“Mit Skalpell und Pinzette zerlege ich die Blüten.” Interview mit der Fotografin Annabelle Fürstenau

“Mit Skalpell und Pinzette zerlege ich die Blüten.”

Annabelle Fürstenaus Aufnahmen von sezierten Blütenständen wirkten in ihrer linearen Anordnung neutral und zugleich poetisch.

Im Interview erzählt die Fotografin, wie sie auf die Idee zu der Arbeit gekommen ist, nach welchen Kriterien sie die Pflanzen ausgesucht hat und welches ihr Lieblingsmotiv ist.

Fotografie Zingst: Wie bist Du auf die Idee zu der Arbeit Blüten/Blätter gekommen?
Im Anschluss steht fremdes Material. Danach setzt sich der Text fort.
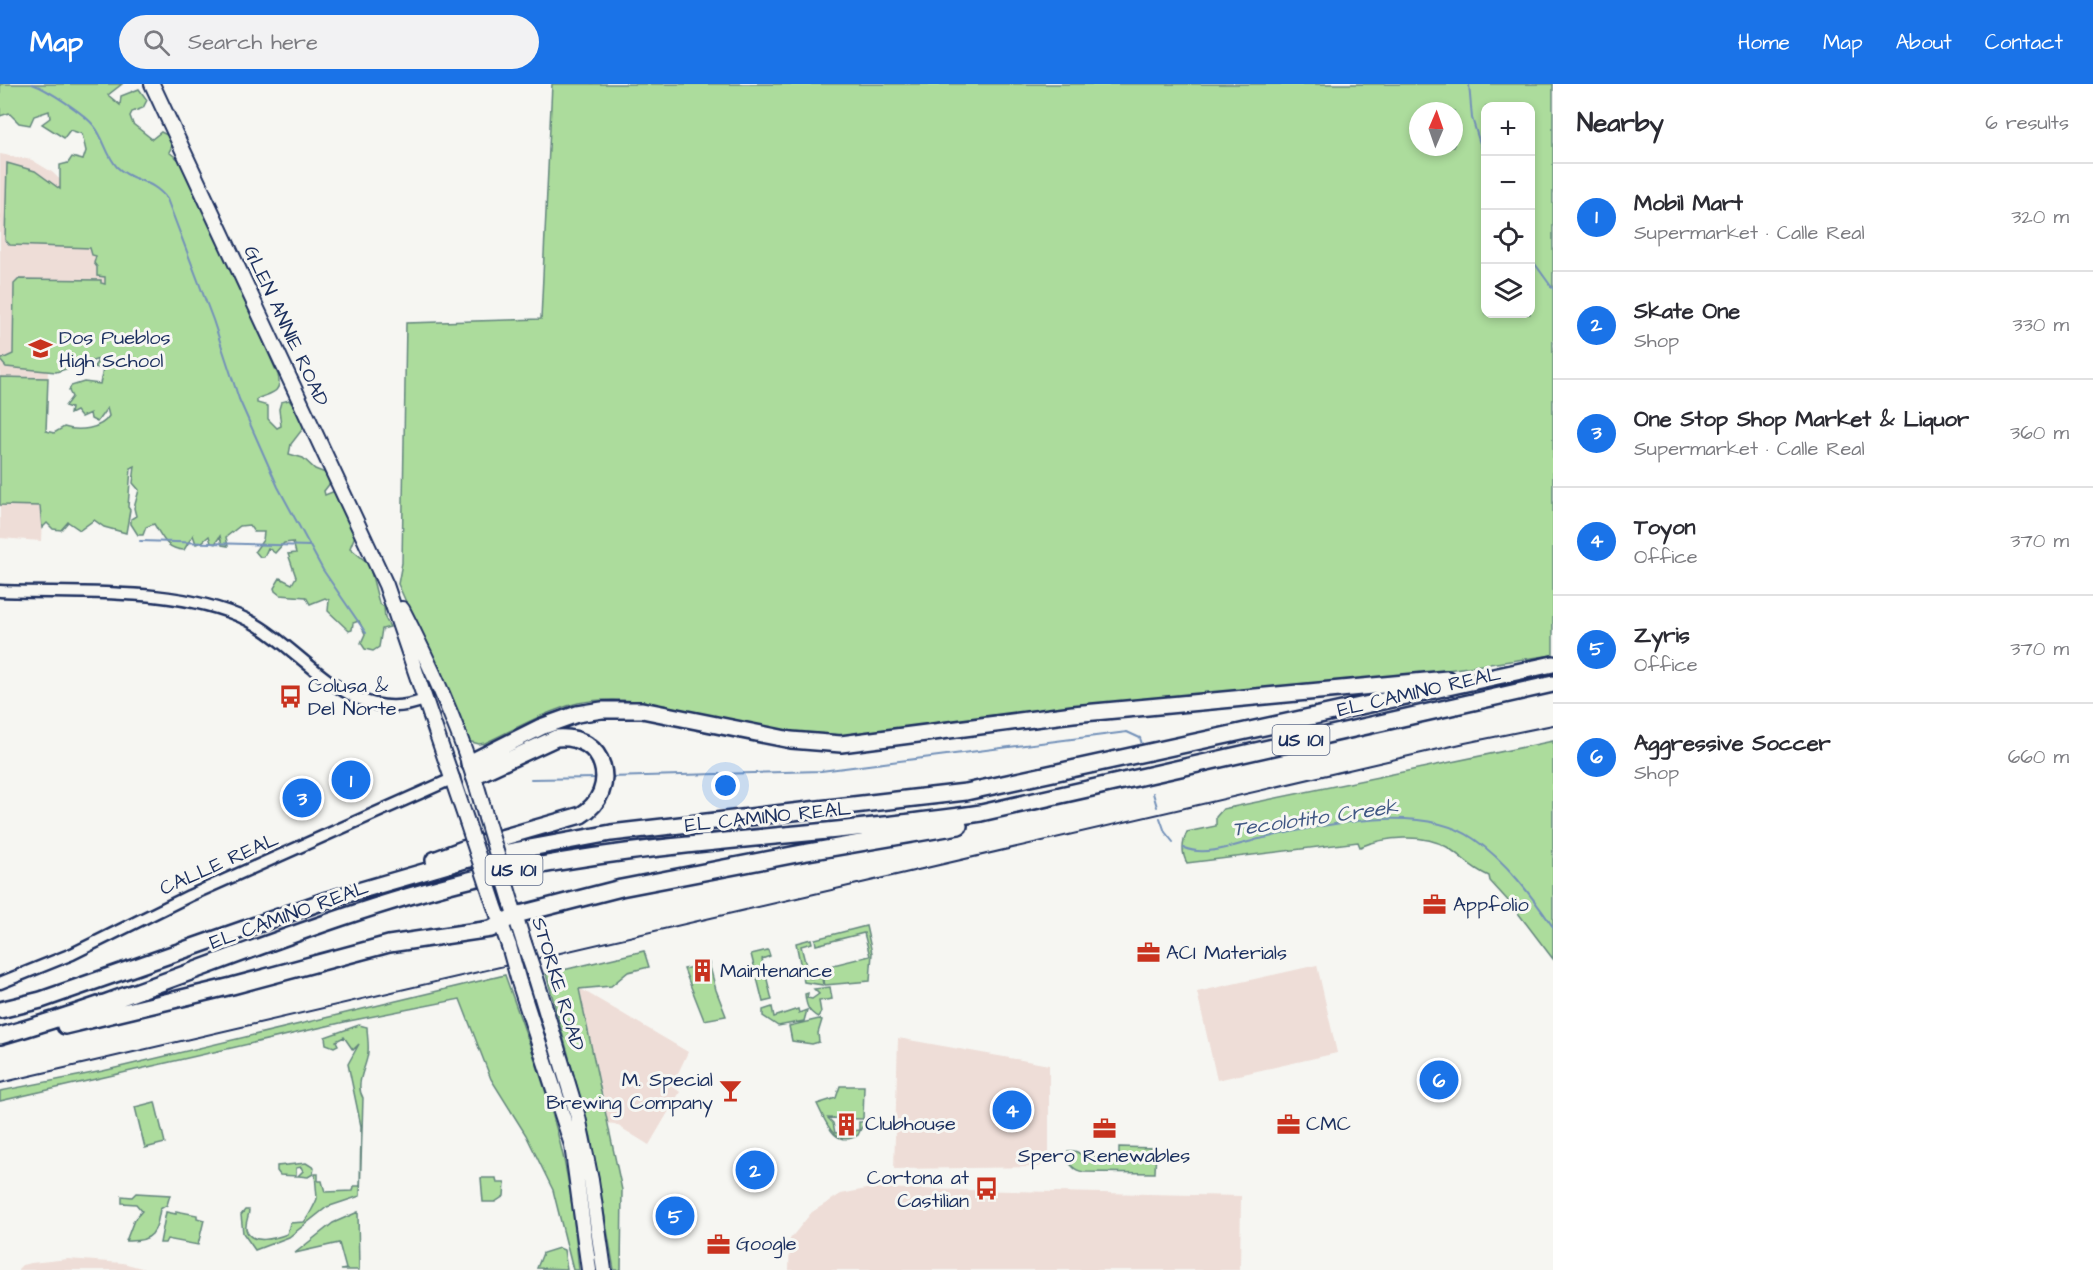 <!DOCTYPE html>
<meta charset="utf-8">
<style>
:root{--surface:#fff;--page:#f2f2f3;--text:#2b2b33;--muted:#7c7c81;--line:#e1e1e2;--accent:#1a73e8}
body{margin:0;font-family:"Architects Daughter",sans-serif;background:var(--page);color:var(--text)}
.controls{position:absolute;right:18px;top:18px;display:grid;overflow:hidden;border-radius:12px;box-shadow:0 3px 9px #0003}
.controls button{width:54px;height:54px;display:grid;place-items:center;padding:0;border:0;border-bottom:2px solid var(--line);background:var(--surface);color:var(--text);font:30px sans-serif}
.compass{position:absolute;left:1409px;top:18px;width:54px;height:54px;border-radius:50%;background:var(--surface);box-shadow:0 3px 9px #0003;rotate:2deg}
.you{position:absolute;left:726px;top:702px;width:21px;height:21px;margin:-15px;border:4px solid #fff;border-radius:50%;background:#1a73e8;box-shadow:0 0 0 9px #1a73e833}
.badge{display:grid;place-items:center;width:39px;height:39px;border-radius:50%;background:var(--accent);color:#fff;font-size:20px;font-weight:700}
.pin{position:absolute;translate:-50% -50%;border:3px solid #fff;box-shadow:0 2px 6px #0006}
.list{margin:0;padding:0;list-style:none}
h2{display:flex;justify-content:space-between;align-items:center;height:78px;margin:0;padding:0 24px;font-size:26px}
h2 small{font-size:20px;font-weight:400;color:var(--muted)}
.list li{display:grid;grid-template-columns:39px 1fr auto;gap:18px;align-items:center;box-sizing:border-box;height:108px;padding:0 24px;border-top:2px solid var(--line)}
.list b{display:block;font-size:22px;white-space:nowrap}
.list p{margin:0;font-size:20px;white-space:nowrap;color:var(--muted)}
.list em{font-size:20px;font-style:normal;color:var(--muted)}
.icon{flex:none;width:33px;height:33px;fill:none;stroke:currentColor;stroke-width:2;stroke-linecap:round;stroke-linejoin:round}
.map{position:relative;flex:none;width:1553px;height:1186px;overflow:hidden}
header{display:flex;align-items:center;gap:36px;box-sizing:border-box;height:84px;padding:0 30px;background:var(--accent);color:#fff}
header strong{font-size:28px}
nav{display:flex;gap:33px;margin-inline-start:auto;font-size:21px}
.search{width:420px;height:54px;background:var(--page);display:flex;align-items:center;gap:15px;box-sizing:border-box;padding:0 21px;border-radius:33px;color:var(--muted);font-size:22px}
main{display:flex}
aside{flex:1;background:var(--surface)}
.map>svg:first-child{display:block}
.built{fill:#eeddd7}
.green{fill:#acdc9c;stroke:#64867d;stroke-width:1.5;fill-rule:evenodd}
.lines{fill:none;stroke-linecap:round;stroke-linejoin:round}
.stream{stroke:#7391b9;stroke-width:2}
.minor-casing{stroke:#1b2f5e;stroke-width:15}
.major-casing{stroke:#1b2f5e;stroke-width:18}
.highway-casing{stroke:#1b2f5e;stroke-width:20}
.minor{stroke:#f6f6f2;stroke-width:10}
.major{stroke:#f6f6f2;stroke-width:14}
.highway{stroke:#f6f6f2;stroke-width:15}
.rail{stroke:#1b2f5e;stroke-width:2}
.major-bridge-casing{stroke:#1b2f5e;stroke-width:18;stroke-linecap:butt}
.major-bridge{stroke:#f6f6f2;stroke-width:14}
.labels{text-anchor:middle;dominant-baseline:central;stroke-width:6;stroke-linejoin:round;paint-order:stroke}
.shield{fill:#f6f6f2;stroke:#5d6b8a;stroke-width:1.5}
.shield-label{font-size:18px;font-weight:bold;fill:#1b2f5e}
.street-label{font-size:20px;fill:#1b2f5e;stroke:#f6f6f2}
.poi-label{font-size:20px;fill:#1b2f5e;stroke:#f6f6f2;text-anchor:start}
.water-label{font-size:21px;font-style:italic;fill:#405884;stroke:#f6f6f2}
</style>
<header>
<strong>Map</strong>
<div class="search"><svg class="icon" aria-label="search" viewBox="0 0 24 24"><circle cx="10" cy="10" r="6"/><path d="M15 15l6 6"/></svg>Search here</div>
<nav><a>Home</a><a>Map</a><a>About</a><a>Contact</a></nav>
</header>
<main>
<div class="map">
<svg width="1553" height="1186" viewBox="0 0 1553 1186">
<rect width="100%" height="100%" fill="#f6f6f2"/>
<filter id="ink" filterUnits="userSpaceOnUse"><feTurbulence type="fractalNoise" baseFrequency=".0167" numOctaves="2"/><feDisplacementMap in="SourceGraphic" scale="12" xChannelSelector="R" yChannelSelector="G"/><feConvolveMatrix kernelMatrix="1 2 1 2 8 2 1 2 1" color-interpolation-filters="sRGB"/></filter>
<g filter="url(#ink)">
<path class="built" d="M 0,70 L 32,76 L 52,88 L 77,112 L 106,196 L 93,255 L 48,287 L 41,457 L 0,454 Z
M 1317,881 L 1337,969 L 1217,996 L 1197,908 Z
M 579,904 L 688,968 L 672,1002 L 680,1008 L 649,1061 L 615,1040 L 604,1039 L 603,1013 Z
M 898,954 L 1049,981 L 1049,1074 L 1039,1083 L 894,1085 Z
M 871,1104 L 1241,1112 L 1240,1186 L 789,1186 L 790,1155 L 812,1128 L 841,1110 Z
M 68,1175 L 123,1179 L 149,1186 L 17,1186 L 22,1181 L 31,1179 Z"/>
<path class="green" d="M 0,0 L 122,0 L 108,11 L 120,21 L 121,12 L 139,5 L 147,16 L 143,24 L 132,28 L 130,32 L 133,40 L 152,55 L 161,48 L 169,52 L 173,60 L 169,68 L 179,76 L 210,135 L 278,291 C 283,310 269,309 257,315 L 257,319 L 268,322 L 268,335 L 277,344 L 281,342 L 279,325 L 281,318 L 289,316 L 295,324 L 298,324 L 305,342 L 291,360 L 289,370 L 303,374 L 315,385 L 328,390 L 331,398 L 324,407 L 325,411 L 335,407 L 356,449 L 350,464 L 369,480 L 379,519 L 384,523 L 385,534 L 390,543 L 382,545 L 379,563 L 373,567 L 365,565 L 361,559 L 365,550 L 359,537 L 353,539 L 352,546 L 349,547 L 328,527 L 329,516 L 325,514 L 310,520 L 306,513 L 280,511 L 275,507 L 274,504 L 280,494 L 292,500 L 296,493 L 288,470 L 296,469 L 293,458 L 284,459 L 275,469 L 268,464 L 264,473 L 260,473 L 255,467 L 263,456 L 264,448 L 254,448 L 249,441 L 240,442 L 226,453 L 228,462 L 222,461 L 220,452 L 215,460 L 211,459 L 209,452 L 202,458 L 196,460 L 193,451 L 184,466 C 166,465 163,454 154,440 L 146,443 L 143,451 L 138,451 L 131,440 L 131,435 L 136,432 L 134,424 L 139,406 L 133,399 L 135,382 L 131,384 L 128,423 L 130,426 L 126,449 L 104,443 L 94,436 L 80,446 L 68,438 L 61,446 L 53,445 L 47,439 L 42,444 L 40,422 L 0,421 L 0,293 L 48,294 L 46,347 L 54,349 L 64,343 C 79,348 101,345 109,332 L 107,324 L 97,338 L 91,335 L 90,329 L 81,333 L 76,327 L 70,330 L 71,324 L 65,322 L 72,313 L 69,307 L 71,302 L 84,298 L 100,300 L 103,285 L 94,283 L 99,275 L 56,288 L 6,283 L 0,276 L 13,270 L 14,200 L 19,195 L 101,196 L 101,199 L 105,200 L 105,193 L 97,192 L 97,183 L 94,179 L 96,172 L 92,171 L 90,164 L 10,161 L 5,156 L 7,79 L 35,87 L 60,105 L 60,81 L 68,79 L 72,73 L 83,76 L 86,67 L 82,50 L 70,46 L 64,54 L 42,40 L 50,34 L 49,27 L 34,32 L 30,41 L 19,39 L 9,29 L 0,32 Z
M 552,0 L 1553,0 L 1553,571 L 1405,592 L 868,653 C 844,653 818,655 794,652 C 724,643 650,604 578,619 C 546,627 515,645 485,659 L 479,660 L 468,657 L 398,500 L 402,479 L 406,239 L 541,235 ZM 1486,22 L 1530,22 L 1530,230 L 1486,230 ZM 1418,27 L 1454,27 L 1454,63 L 1418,63 Z
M 1553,657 L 1553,875 L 1512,821 L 1490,797 L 1489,792 C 1469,783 1463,773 1447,763 C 1423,749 1384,753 1360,763 L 1358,758 L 1187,779 C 1181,769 1182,759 1187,748 L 1216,742 L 1216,733 L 1223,725 Z
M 866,842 L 872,869 L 870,897 L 825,901 L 821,888 L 823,901 L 804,898 L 796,859 L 811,855 L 812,859 L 801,862 L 809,894 L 819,894 L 817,885 L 870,872 L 864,849 L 816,861 L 815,855 Z
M 768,866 L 770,872 L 762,875 L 772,916 L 763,918 L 751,870 Z
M 644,867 L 649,883 L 628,888 L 611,902 L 579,905 L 622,1106 L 621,1186 L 614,1186 L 591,1053 L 546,890 Z
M 709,879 L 716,906 L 726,932 L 704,936 L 684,885 Z
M 505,891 C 525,948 547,1004 561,1063 C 571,1103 575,1145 579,1186 L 573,1186 L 553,1106 L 526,1051 L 491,995 L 460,915 L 349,937 L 0,1017 L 0,1007 L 103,987 Z
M 830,903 L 832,915 L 819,917 L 821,928 L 818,933 C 808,928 806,921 805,910 L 808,909 L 807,914 L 812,915 L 819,910 L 814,905 Z
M 772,923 L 774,933 L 798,925 L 799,929 L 807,926 L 804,937 L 778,942 L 763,932 L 763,926 Z
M 819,935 L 822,936 L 818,949 L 819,958 L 812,960 L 792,957 L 789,942 Z
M 359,941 L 367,943 C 367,952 369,959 368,968 C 367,983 354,999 363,1014 L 360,1112 L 327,1123 L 289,1153 L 255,1166 L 243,1149 L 241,1131 L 245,1126 L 249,1126 C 249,1133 245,1138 246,1145 C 250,1162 277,1154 287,1150 L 290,1139 L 304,1138 C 307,1135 317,1117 317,1114 L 315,1090 L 318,1090 L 318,1097 L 322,1097 L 325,1108 L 353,1107 L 354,1102 L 360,1102 L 361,1042 L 348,980 L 359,960 L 353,966 L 344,953 L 336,957 L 338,961 L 334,963 L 326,960 L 325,953 Z
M 840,1002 L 864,1002 L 863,1035 L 828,1034 L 833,1039 L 835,1049 L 859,1046 L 859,1038 L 864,1038 L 858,1051 C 834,1065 826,1038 817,1020 L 836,1014 Z
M 155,1018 L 165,1059 L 145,1064 L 135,1023 Z
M 1119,1063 L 1156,1064 L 1155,1089 L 1084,1088 C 1073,1086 1067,1079 1068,1067 C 1077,1066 1083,1070 1086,1079 L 1095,1072 L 1115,1073 L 1119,1070 Z
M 306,1079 L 314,1084 L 313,1090 L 308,1093 L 298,1092 L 303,1087 L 301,1083 L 296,1084 L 296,1092 L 280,1091 L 277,1087 L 277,1082 Z
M 481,1094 L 496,1094 L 497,1099 L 505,1099 L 504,1112 L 495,1118 L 483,1118 Z
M 136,1109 L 170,1111 L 167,1121 L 160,1125 C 156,1148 154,1158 126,1157 L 134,1136 L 142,1127 L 136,1120 L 122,1119 L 122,1112 L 132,1113 Z
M 176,1127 L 197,1131 L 197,1134 L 204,1136 L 198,1161 L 167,1155 L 165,1159 L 160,1159 L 166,1128 L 176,1130 Z
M 358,1128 L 359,1186 L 341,1186 L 346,1185 L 339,1159 L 295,1169 L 333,1139 Z
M 559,1164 L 564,1166 L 567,1185 L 537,1184 L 543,1169 Z"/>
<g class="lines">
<path class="stream" d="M 32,0 C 47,5 85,30 94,42 C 104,54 106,71 117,83 C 133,99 152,94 167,115 L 213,236 L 239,315 L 278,403 L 323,486 L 366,549
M 1469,0 L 1472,34 L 1486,79
M 1530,173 L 1553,205
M 140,457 L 310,462
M 609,693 L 821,687 L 1127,648 L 1140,654 L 1143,663
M 531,695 L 597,694
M 1153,709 L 1157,723
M 1160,734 L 1165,748 L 1173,758
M 1184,764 C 1206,773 1236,761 1259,755 C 1319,742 1419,717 1474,755 C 1506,777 1531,811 1553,843"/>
<defs>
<path id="minor" d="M 0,507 C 77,510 179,502 248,536 C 305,565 353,647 426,615
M 0,899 L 72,870 L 189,812 L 454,694"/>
<path id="major" d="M 152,0 L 386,501 L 467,738
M 402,525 C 436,591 467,662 486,734
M 494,820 L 509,862
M 512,821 L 524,859
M 536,894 L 578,1033 L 591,1096 L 604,1186
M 519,898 L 572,1061 L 589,1186"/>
<path id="highway" d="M 469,679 L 541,643 L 577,630 L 602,626 L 642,626 L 791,656 L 841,660 L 1073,630 L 1447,595
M 434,776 L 463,765 L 581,731 C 621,707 606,649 556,654 L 474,692
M 0,926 L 41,916 L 327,816 L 465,776 L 611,749 L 966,708 L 1553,580
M 65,942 L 232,902 L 389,860 L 491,845 L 516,831 L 621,804 L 802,769 L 959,742
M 0,952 C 160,907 311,834 473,795 C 639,756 813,754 981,729 L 1553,600"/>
</defs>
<use href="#minor" class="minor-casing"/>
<use href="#major" class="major-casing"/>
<use href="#highway" class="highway-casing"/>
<use href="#minor" class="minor"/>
<use href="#major" class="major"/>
<use href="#highway" class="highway"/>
<path class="rail" d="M 0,999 L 1465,659 L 1553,641"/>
<defs>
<path id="major-bridge" d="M 486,734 L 511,817
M 467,738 L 494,820
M 524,859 L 536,894
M 509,862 L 519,898"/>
</defs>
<use href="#major-bridge" class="major-bridge-casing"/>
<use href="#major-bridge" class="major-bridge"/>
</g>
</g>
<defs>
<symbol id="school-bare" viewBox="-9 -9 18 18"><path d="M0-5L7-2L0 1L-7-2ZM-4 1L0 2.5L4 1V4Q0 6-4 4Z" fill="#c8321e" stroke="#f6f6f2" stroke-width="2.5" paint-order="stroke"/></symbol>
<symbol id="bus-bare" viewBox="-9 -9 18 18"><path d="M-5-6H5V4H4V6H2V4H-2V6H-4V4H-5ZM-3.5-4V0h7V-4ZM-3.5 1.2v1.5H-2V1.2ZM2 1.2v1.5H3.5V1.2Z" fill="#c8321e" stroke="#f6f6f2" stroke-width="2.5" paint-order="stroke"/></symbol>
<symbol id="office-bare" viewBox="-9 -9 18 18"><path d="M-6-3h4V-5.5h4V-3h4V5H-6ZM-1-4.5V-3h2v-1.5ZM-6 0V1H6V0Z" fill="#c8321e" stroke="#f6f6f2" stroke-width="2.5" paint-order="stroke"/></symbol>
<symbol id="building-bare" viewBox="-9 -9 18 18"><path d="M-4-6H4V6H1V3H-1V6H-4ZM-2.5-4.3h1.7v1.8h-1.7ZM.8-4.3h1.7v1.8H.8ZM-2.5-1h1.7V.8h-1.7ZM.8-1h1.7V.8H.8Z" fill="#c8321e" stroke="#f6f6f2" stroke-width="2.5" paint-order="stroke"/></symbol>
<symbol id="bar-bare" viewBox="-9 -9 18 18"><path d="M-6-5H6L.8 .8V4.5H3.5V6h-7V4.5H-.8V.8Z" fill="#c8321e" stroke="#f6f6f2" stroke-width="2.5" paint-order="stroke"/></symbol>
</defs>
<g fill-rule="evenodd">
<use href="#school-bare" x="24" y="248" width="33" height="33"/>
<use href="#bus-bare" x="274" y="596" width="33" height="33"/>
<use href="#office-bare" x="1418" y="804" width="33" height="33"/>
<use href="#office-bare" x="1132" y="852" width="33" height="33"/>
<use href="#building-bare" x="686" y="870" width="33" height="33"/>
<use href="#bar-bare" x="714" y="990" width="33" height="33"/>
<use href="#building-bare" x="830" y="1024" width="33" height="33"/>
<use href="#office-bare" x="1272" y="1024" width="33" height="33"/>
<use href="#office-bare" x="1088" y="1028" width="33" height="33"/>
<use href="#bus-bare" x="970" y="1088" width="33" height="33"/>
<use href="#office-bare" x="702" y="1144" width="33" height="33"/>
</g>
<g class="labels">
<g class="shield">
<rect x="1272.5" y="641" width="57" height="30" rx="4.5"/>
<rect x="485.5" y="771" width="57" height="30" rx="4.5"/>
</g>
<g class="shield-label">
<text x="1301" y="656">US 101</text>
<text x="514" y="786">US 101</text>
</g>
<g class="street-label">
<text transform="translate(286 242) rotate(65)">GLEN ANNIE ROAD</text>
<text transform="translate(1419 608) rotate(-13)">EL CAMINO REAL</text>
<text transform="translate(768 733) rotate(-6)">EL CAMINO REAL</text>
<text transform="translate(219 780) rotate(-24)">CALLE REAL</text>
<text transform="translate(289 831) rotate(-20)">EL CAMINO REAL</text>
<text transform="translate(558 900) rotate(73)">STORKE ROAD</text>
</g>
<g class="poi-label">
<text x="59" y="254">Dos Pueblos<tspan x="59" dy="23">High School</tspan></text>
<text x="308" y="602">Colusa &amp;<tspan x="308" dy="23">Del Norte</tspan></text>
<text x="1453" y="821">Appfolio</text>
<text x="1166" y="869">ACI Materials</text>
<text x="720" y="887">Maintenance</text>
<text x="713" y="996" text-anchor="end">M. Special<tspan x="713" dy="23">Brewing Company</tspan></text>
<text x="865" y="1040">Clubhouse</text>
<text x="1306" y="1040">CMC</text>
<text x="1104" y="1072" text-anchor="middle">Spero Renewables</text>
<text x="969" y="1094" text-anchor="end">Cortona at<tspan x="969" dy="23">Castilian</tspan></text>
<text x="736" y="1160">Google</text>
</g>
<g class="water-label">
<text transform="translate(1315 734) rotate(-8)">Tecolotito Creek</text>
</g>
</g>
</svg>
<div class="controls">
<button>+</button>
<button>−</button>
<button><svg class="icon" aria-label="locate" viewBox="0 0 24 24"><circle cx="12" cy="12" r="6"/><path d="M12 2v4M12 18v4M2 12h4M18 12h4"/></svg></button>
<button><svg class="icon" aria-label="layers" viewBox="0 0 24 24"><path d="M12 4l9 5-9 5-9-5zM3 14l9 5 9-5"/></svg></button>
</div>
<svg class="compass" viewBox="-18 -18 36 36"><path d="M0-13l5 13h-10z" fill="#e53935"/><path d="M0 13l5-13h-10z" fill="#7c7c81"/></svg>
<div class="you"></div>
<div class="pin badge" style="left:351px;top:696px">1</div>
<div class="pin badge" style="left:755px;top:1086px">2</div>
<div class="pin badge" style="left:302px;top:714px">3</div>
<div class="pin badge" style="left:1012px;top:1026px">4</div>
<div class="pin badge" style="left:675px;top:1132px">5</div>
<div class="pin badge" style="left:1439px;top:996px">6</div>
</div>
<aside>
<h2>Nearby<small>6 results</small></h2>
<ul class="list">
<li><span class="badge">1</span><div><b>Mobil Mart</b><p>Supermarket · Calle Real</p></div><em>320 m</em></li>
<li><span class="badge">2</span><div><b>Skate One</b><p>Shop</p></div><em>330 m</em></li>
<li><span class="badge">3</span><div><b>One Stop Shop Market &amp; Liquor</b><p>Supermarket · Calle Real</p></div><em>360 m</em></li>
<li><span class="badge">4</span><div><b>Toyon</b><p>Office</p></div><em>370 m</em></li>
<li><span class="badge">5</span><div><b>Zyris</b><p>Office</p></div><em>370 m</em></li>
<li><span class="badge">6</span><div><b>Aggressive Soccer</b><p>Shop</p></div><em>660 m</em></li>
</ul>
</aside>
</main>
Annabelle Fürstenau: Die ersten Bilder, die jetzt nicht mehr in der Serie sind, waren Teil meiner Diplomarbeit. Damals beschäftigte mich die Frage, inwieweit das große Ganze in der Summe seiner Einzelteile noch zu erkennen ist – beziehungsweise was passiert, wenn ich diese Einzelteile neu sortiere. Im Diplom habe ich dafür mit Text und Fotografie gearbeitet, wobei die ersten fotografischen Versuche zu dem Thema zerlegte Blumensträuße waren. Das hat aber nicht funktioniert. Es wurden enorm raumgreifende Arrangements, und weil es so lange dauerte, waren die Pflanzenteile letztendlich alle welk und unansehnlich. So habe ich angefangen, mit einzelnen Blütenständen zu arbeiten. Das waren überschaubare Einheiten mit trotzdem vielen Überraschungsmomenten.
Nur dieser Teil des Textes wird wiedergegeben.